Ниночка

– Капельница долгая, быстро нельзя. Придется полежать. Потерпите, – небольшого роста медсестра, женщина немолодая, уговаривала больную. Больная кивала. Даже говорить было невмоготу, да и желания не было.

Она знала – она вытерпит. Уж чего-чего, а терпеть – ей не привыкать. В последнее время здоровье пошатнулось очень. И в этом стационаре она не впервой.

Меньше всего хотела она напрягать в эти дни своими болячка дочку. Новый год, у семьи дочери планы, предновогодний ажиотаж, настроение отметить новый год весело…

И тут она …

На улице ударил жуткий мороз. Улицы заносила снежная лавина, обрушившаяся на их город, такая, что городские службы не справлялись.

Ох, как не любила она такую погоду. Не любила всю жизнь. Где уж её давлению было справиться!

Дочь с зятем привезли её в ближайшую больницу.

Здание больницы было старым переоборудованным домом какого-то богатого купца. Вокруг его выросли современные дома, автомобильные трассы, а само здание давно пропиталось «больничной» атмосферой.

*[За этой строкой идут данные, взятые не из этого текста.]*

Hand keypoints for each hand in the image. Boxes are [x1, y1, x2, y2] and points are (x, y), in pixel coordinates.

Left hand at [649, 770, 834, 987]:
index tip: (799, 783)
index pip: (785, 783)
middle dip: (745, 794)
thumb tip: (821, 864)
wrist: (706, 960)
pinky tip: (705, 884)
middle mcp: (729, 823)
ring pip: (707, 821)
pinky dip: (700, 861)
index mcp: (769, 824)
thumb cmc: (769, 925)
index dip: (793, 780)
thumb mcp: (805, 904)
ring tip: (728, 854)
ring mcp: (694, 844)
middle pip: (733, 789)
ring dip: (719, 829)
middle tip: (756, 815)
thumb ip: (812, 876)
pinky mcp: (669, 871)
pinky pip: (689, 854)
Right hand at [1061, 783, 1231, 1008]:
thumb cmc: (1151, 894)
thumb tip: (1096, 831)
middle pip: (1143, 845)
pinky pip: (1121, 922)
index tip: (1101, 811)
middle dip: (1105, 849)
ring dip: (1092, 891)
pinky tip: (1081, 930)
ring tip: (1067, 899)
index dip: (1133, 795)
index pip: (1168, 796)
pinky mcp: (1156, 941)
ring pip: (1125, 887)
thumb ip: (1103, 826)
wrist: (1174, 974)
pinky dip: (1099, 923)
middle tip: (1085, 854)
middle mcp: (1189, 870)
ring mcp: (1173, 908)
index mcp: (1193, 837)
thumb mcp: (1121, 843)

Ещё в 90-е его отреставрировали и сейчас оно представляло странную смесь старины и прямолинейного модернизма. Узкие коридоры и лестницы сменялись обширными холами, окна палат и те разнились: в одних палатах стояли пластиковые прямоугольники, а в других деревянные арочные окна.

Неизменным было одно – за всеми этими окнами неустанно сыпал снег, играя с самочувствием пожилых людей с заболеваниями сердечно-сосудистой системы.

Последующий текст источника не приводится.